Another nasty one (see Necessity and sufficiency) is all of these being coded to the same thing, namely P → F:

  • For Jean to be in Paris, it is necessary that Jean be in France.

  • It is a necessary condition on Jean’s being in Paris that she be in France.

  • For Jean to be in France, it is sufficient that Jean be in Paris.

  • It is a sufficient condition on Jean’s being in France that she be in Paris.

Just as we have nasty standards/defaults for the material conditional when the antecedent is false, we have to live with some of these compression standards if we’re using TFL.

Law of exclude middle#

Is like arguing with someone and they find some small contradiction in something you said once. They use that to conclude everything you say is wrong and their conclusion is right. Or perhaps this is closer to the principle of explosion?

Either way, it feels similar to exceptions in programming languages. You “explode” when things don’t logically fit together (give up on any kind of inference).

ForAllX improvements#

In section 12.5, change:

This says that there is no valuation which makes all the sentences mentioned on the left side of ⊨ true whilst making 𝒞 false.

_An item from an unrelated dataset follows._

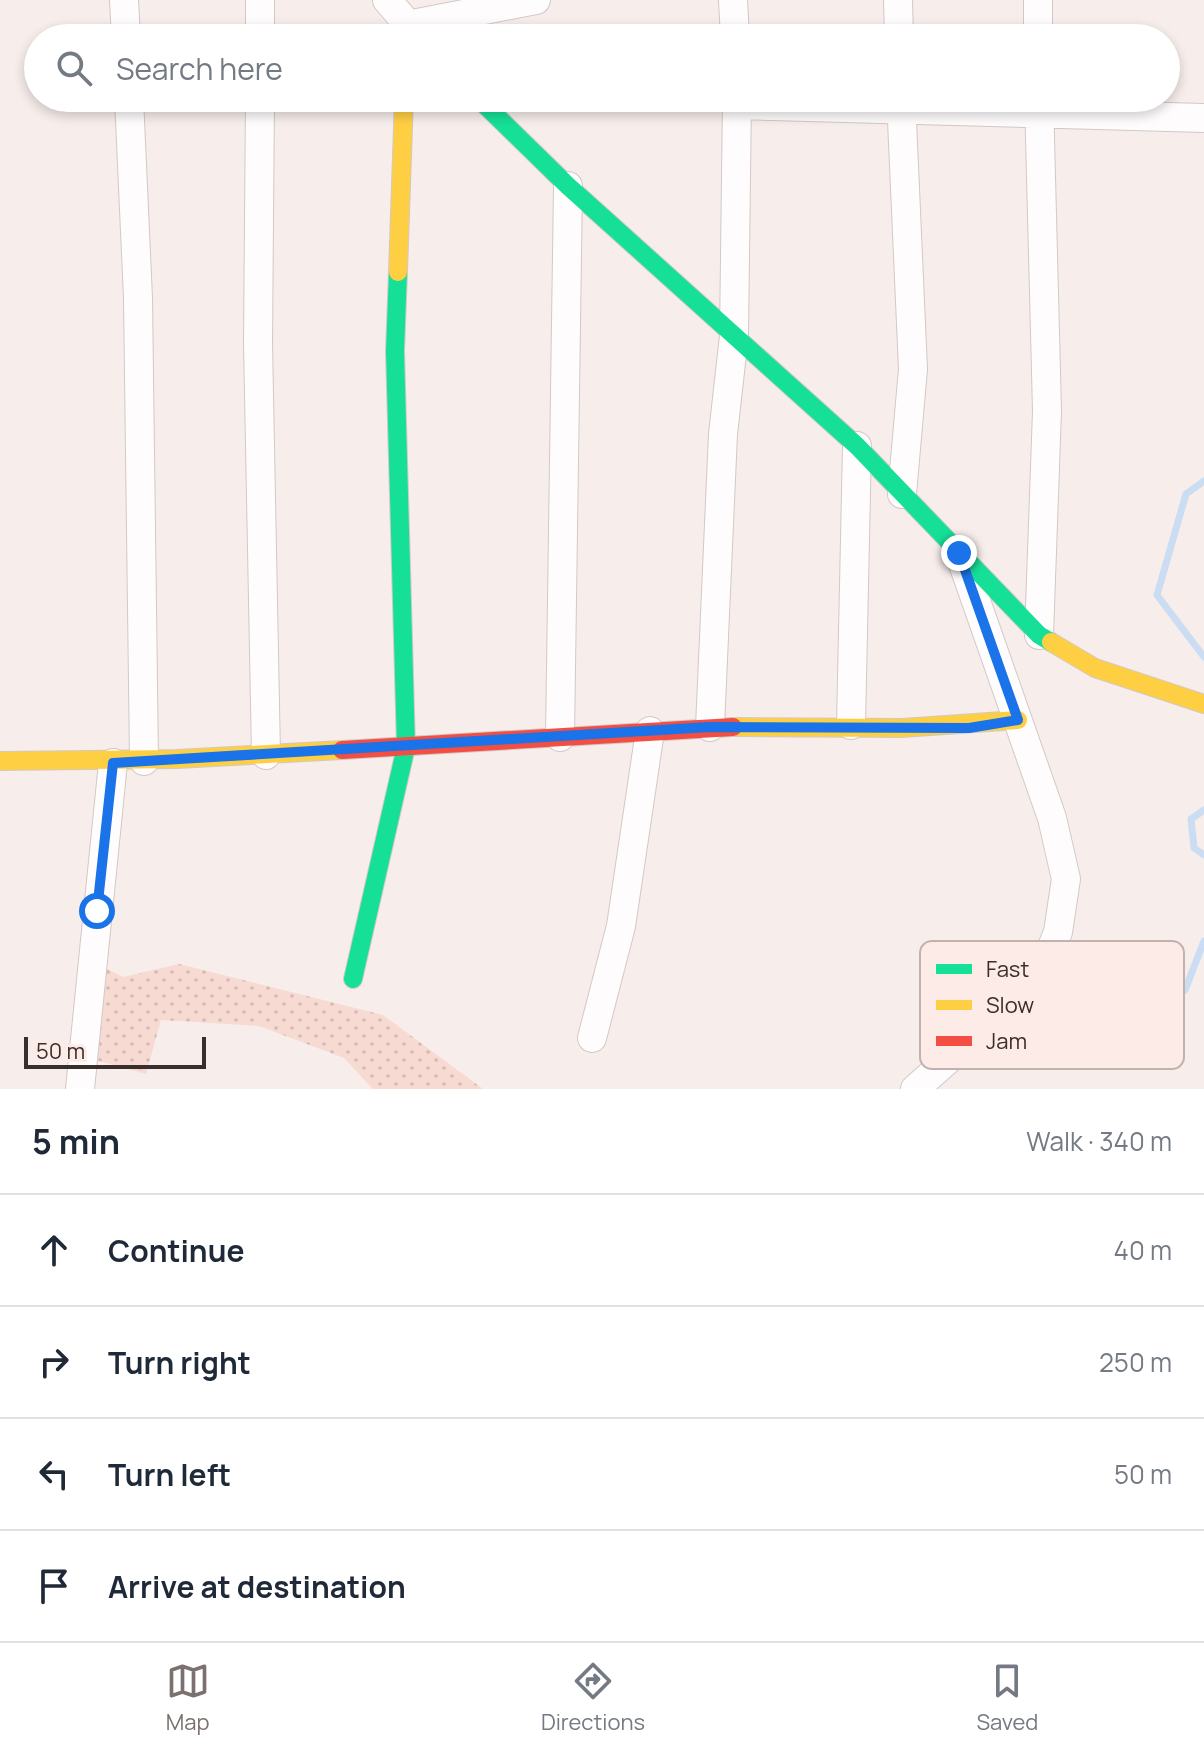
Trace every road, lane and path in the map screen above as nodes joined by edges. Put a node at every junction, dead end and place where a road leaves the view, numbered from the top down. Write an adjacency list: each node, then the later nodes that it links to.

This says that there is no valuation which makes all the sentences mentioned on the left side of ⊨ true whilst making all the sentences on the right side false.

This would make it easier to understand how 𝒜 ⊨ is another way of saying that 𝒜 is a contradiction.

The A in the first AS in this section should probably be a script A:

In https://forallx.openlogicproject.org/html/Ch23.html#S2 it seems unnecessary to include the following sentence:

(Equally, there are at least two people with the name ‘P. D. Magnus’.)

Most readers will already be familiar with the fact that many full names are reused.

Propositions as types#

One of the primary insights that came out of the Curry–Howard correspondence is the analogy between propositions and types. Here’s an example isomorphism, originating from the example type hierarchy on the right:


When we expand to thinking in terms of the Curry–Howard–Lambek correspondence/isomorphism (see Curry–Howard correspondence § Curry–Howard–Lambek correspondence), we interpret category-theoretic objects as types or propositions. From this perspective an “Animal” is an object in a category, and the isomorphism between the categories is (partially) shown as the dashed arrows.

Turnstile symbol ⊢#

Notice this symbol is used for both syntactic consequence (see Logical consequence § Syntactic consequence) and Adjoint functors. Is this just a coincidence? It seems likely that syntactic consequence is part of an adjunction (based on the syntax alone, it’s the right adjoint).

Some evidence for this is that the propositions we can derive as being true given some propositions that we assume are generally not speaking not equivalent to our assumed propositions. Since the left side of the syntactic consequence operator takes a set of propositions, this may be the upper closure operation \(A^{↑X}\) defined in Upper set.